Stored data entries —

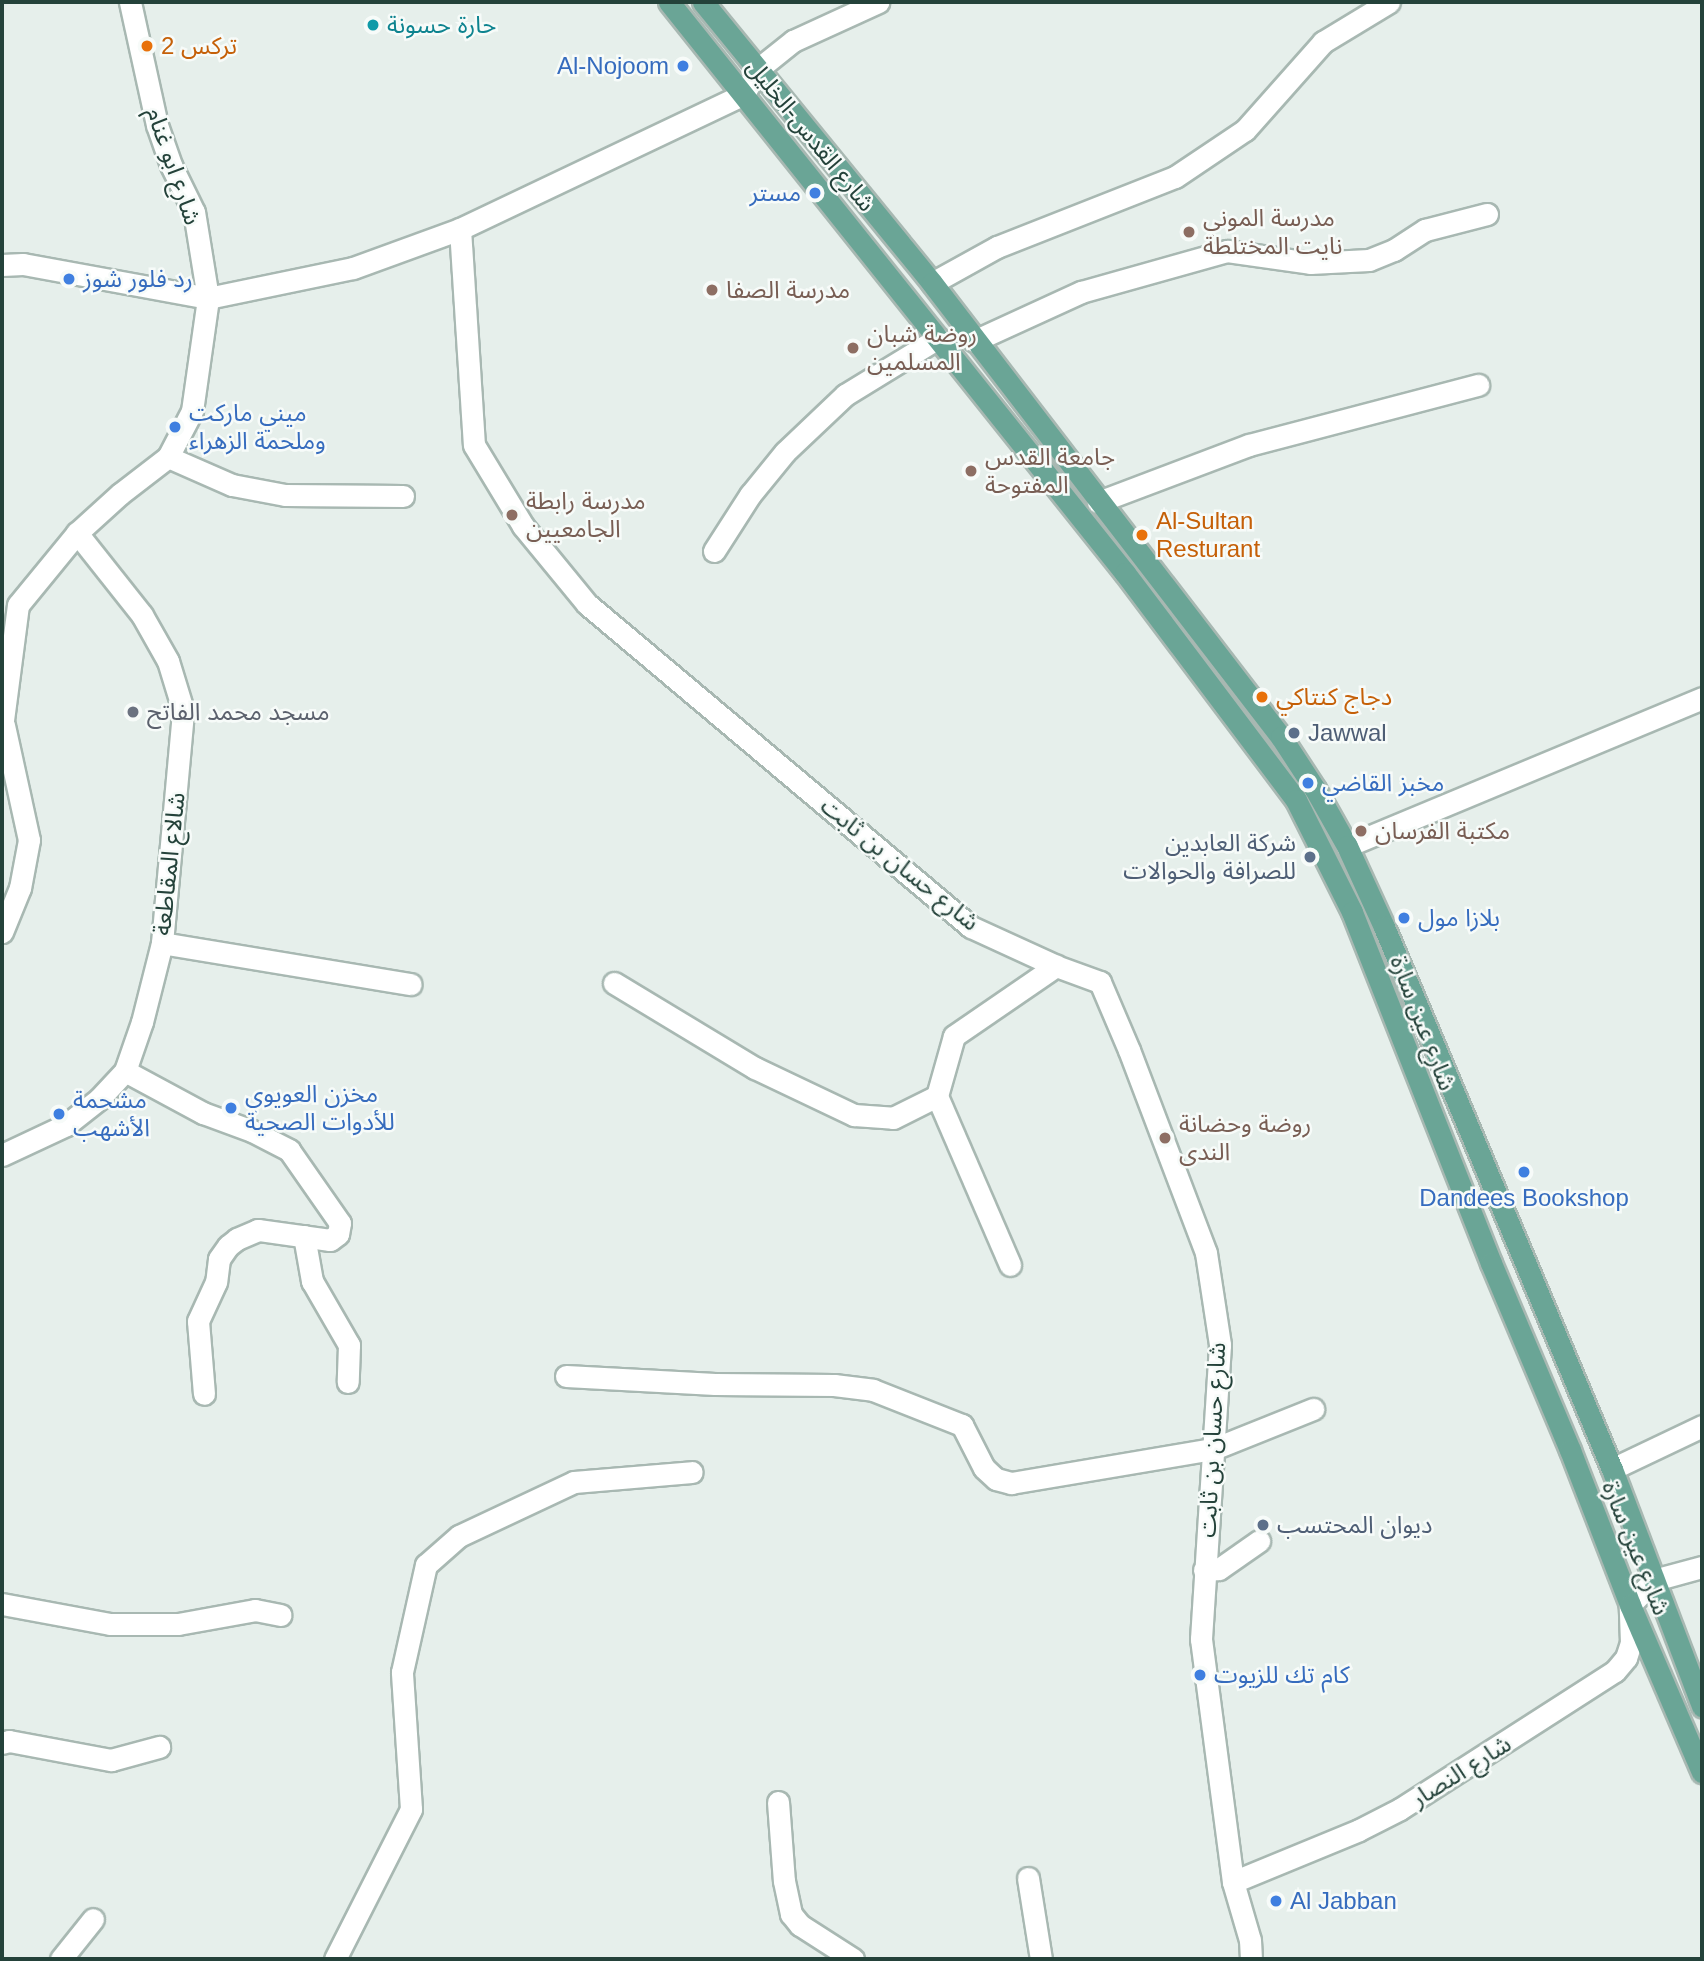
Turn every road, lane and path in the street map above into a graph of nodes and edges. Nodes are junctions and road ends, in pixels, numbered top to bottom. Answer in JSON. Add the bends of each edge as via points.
{"nodes":[{"id":1,"x":130,"y":2,"type":"edge"},
{"id":2,"x":669,"y":2,"type":"edge"},
{"id":3,"x":703,"y":2,"type":"edge"},
{"id":4,"x":878,"y":2,"type":"edge"},
{"id":5,"x":1389,"y":2,"type":"edge"},
{"id":6,"x":758,"y":69,"type":"junction"},
{"id":7,"x":744,"y":94,"type":"junction"},
{"id":8,"x":1488,"y":214,"type":"dead end"},
{"id":9,"x":460,"y":229,"type":"junction"},
{"id":10,"x":2,"y":265,"type":"edge"},
{"id":11,"x":932,"y":283,"type":"junction"},
{"id":12,"x":208,"y":298,"type":"junction"},
{"id":13,"x":911,"y":302,"type":"joint"},
{"id":14,"x":938,"y":338,"type":"junction"},
{"id":15,"x":974,"y":341,"type":"junction"},
{"id":16,"x":1478,"y":385,"type":"dead end"},
{"id":17,"x":168,"y":457,"type":"junction"},
{"id":18,"x":403,"y":496,"type":"dead end"},
{"id":19,"x":1098,"y":502,"type":"junction"},
{"id":20,"x":77,"y":533,"type":"junction"},
{"id":21,"x":714,"y":551,"type":"dead end"},
{"id":22,"x":1702,"y":698,"type":"edge"},
{"id":23,"x":3,"y":727,"type":"edge"},
{"id":24,"x":1347,"y":846,"type":"junction"},
{"id":25,"x":2,"y":932,"type":"edge"},
{"id":26,"x":162,"y":943,"type":"junction"},
{"id":27,"x":1056,"y":966,"type":"junction"},
{"id":28,"x":614,"y":983,"type":"dead end"},
{"id":29,"x":411,"y":984,"type":"dead end"},
{"id":30,"x":125,"y":1071,"type":"junction"},
{"id":31,"x":937,"y":1096,"type":"junction"},
{"id":32,"x":2,"y":1155,"type":"edge"},
{"id":33,"x":304,"y":1236,"type":"junction"},
{"id":34,"x":1010,"y":1265,"type":"dead end"},
{"id":35,"x":566,"y":1376,"type":"dead end"},
{"id":36,"x":348,"y":1382,"type":"dead end"},
{"id":37,"x":204,"y":1394,"type":"dead end"},
{"id":38,"x":1313,"y":1409,"type":"dead end"},
{"id":39,"x":1702,"y":1426,"type":"edge"},
{"id":40,"x":1213,"y":1449,"type":"junction"},
{"id":41,"x":1612,"y":1469,"type":"junction"},
{"id":42,"x":692,"y":1472,"type":"dead end"},
{"id":43,"x":1259,"y":1541,"type":"dead end"},
{"id":44,"x":1702,"y":1567,"type":"edge"},
{"id":45,"x":1205,"y":1570,"type":"junction"},
{"id":46,"x":1654,"y":1580,"type":"junction"},
{"id":47,"x":2,"y":1604,"type":"edge"},
{"id":48,"x":1630,"y":1605,"type":"junction"},
{"id":49,"x":281,"y":1615,"type":"dead end"},
{"id":50,"x":1702,"y":1706,"type":"edge"},
{"id":51,"x":2,"y":1743,"type":"edge"},
{"id":52,"x":159,"y":1747,"type":"dead end"},
{"id":53,"x":1702,"y":1772,"type":"edge"},
{"id":54,"x":778,"y":1802,"type":"dead end"},
{"id":55,"x":1028,"y":1878,"type":"dead end"},
{"id":56,"x":1233,"y":1882,"type":"junction"},
{"id":57,"x":93,"y":1919,"type":"dead end"},
{"id":58,"x":61,"y":1959,"type":"edge"},
{"id":59,"x":335,"y":1959,"type":"edge"},
{"id":60,"x":853,"y":1959,"type":"edge"},
{"id":61,"x":1041,"y":1959,"type":"edge"},
{"id":62,"x":1251,"y":1959,"type":"edge"}],
"edges":[{"from":1,"to":12,"type":"street","name":"شارع ابو غنام","via":[[157,125],[194,212]]},
{"from":2,"to":7,"type":"main road","name":"شارع القدس-الخليل"},
{"from":3,"to":6,"type":"main road","name":"شارع القدس-الخليل"},
{"from":4,"to":6,"type":"street","via":[[793,41]]},
{"from":5,"to":11,"type":"street","via":[[1323,42],[1245,131],[1175,177],[997,247]]},
{"from":6,"to":7,"type":"street"},
{"from":6,"to":11,"type":"main road","name":"شارع القدس-الخليل"},
{"from":7,"to":9,"type":"street"},
{"from":7,"to":13,"type":"main road","name":"شارع القدس-الخليل"},
{"from":8,"to":15,"type":"street","via":[[1425,230],[1369,260],[1310,263],[1227,251],[1081,292]]},
{"from":9,"to":12,"type":"street","via":[[353,268]]},
{"from":9,"to":27,"type":"street","name":"شارع حسان بن ثابت","via":[[474,445],[523,526],[587,604],[971,927]]},
{"from":10,"to":12,"type":"street","via":[[23,264]]},
{"from":11,"to":15,"type":"main road","name":"شارع عين سارة"},
{"from":12,"to":17,"type":"street","name":"شارع ابو غنام","via":[[192,411]]},
{"from":13,"to":14,"type":"main road","name":"شارع عين سارة"},
{"from":14,"to":21,"type":"street","via":[[845,395],[785,452]]},
{"from":14,"to":48,"type":"main road","name":"شارع عين سارة","via":[[1125,573],[1302,811],[1352,912]]},
{"from":15,"to":19,"type":"main road","name":"شارع عين سارة"},
{"from":16,"to":19,"type":"street","via":[[1250,445]]},
{"from":17,"to":18,"type":"street","via":[[232,485],[285,495]]},
{"from":17,"to":20,"type":"street","name":"شارع ابو غنام"},
{"from":19,"to":24,"type":"main road","name":"شارع عين سارة","via":[[1281,737]]},
{"from":20,"to":23,"type":"street","name":"شارع ابو غنام","via":[[18,605]]},
{"from":20,"to":26,"type":"street","name":"شالاع المقاطعة","via":[[142,615],[168,661],[183,710]]},
{"from":22,"to":24,"type":"street"},
{"from":23,"to":25,"type":"street","name":"شارع ابو غنام","via":[[29,840],[20,888]]},
{"from":24,"to":41,"type":"main road","name":"شارع عين سارة"},
{"from":26,"to":29,"type":"street"},
{"from":26,"to":30,"type":"street","name":"شالاع المقاطعة"},
{"from":27,"to":31,"type":"street","via":[[954,1036]]},
{"from":27,"to":40,"type":"street","name":"شارع حسان بن ثابت","via":[[1100,982],[1206,1253],[1220,1345]]},
{"from":28,"to":31,"type":"street","via":[[755,1068],[854,1115],[893,1118]]},
{"from":30,"to":32,"type":"street","name":"شالاع المقاطعة","via":[[66,1125]]},
{"from":30,"to":33,"type":"street","via":[[203,1113],[253,1130],[289,1150],[340,1226],[332,1239]]},
{"from":31,"to":34,"type":"street"},
{"from":33,"to":36,"type":"street","via":[[312,1281],[349,1345]]},
{"from":33,"to":37,"type":"street","via":[[258,1230],[237,1239],[221,1255],[216,1282],[198,1321]]},
{"from":35,"to":40,"type":"street","via":[[873,1390],[962,1425],[984,1468],[996,1479],[1011,1483]]},
{"from":38,"to":40,"type":"street"},
{"from":39,"to":41,"type":"street"},
{"from":40,"to":45,"type":"street","name":"شارع حسان بن ثابت"},
{"from":41,"to":46,"type":"main road","name":"شارع عين سارة"},
{"from":42,"to":59,"type":"street","via":[[573,1482],[459,1536],[426,1565],[402,1672],[411,1809]]},
{"from":43,"to":45,"type":"street","via":[[1219,1569]]},
{"from":44,"to":46,"type":"street"},
{"from":45,"to":56,"type":"street","name":"شارع حسان بن ثابت","via":[[1200,1639]]},
{"from":46,"to":48,"type":"street"},
{"from":46,"to":50,"type":"main road","name":"شارع عين سارة"},
{"from":47,"to":49,"type":"street","via":[[110,1623],[178,1624],[255,1610]]},
{"from":48,"to":53,"type":"main road","name":"شارع عين سارة"},
{"from":48,"to":56,"type":"street","name":"شارع النصار","via":[[1631,1643],[1615,1671],[1400,1809]]},
{"from":51,"to":52,"type":"street","via":[[111,1759]]},
{"from":54,"to":60,"type":"street","via":[[791,1914],[800,1925]]},
{"from":55,"to":61,"type":"street"},
{"from":56,"to":62,"type":"street","name":"شارع حسان بن ثابت"},
{"from":57,"to":58,"type":"street"}]}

Work to complete —
Your task is to copy each line of the data above that holds "ثابت".

Result of the exercise —
{"from":9,"to":27,"type":"street","name":"شارع حسان بن ثابت","via":[[474,445],[523,526],[587,604],[971,927]]},
{"from":27,"to":40,"type":"street","name":"شارع حسان بن ثابت","via":[[1100,982],[1206,1253],[1220,1345]]},
{"from":40,"to":45,"type":"street","name":"شارع حسان بن ثابت"},
{"from":45,"to":56,"type":"street","name":"شارع حسان بن ثابت","via":[[1200,1639]]},
{"from":56,"to":62,"type":"street","name":"شارع حسان بن ثابت"},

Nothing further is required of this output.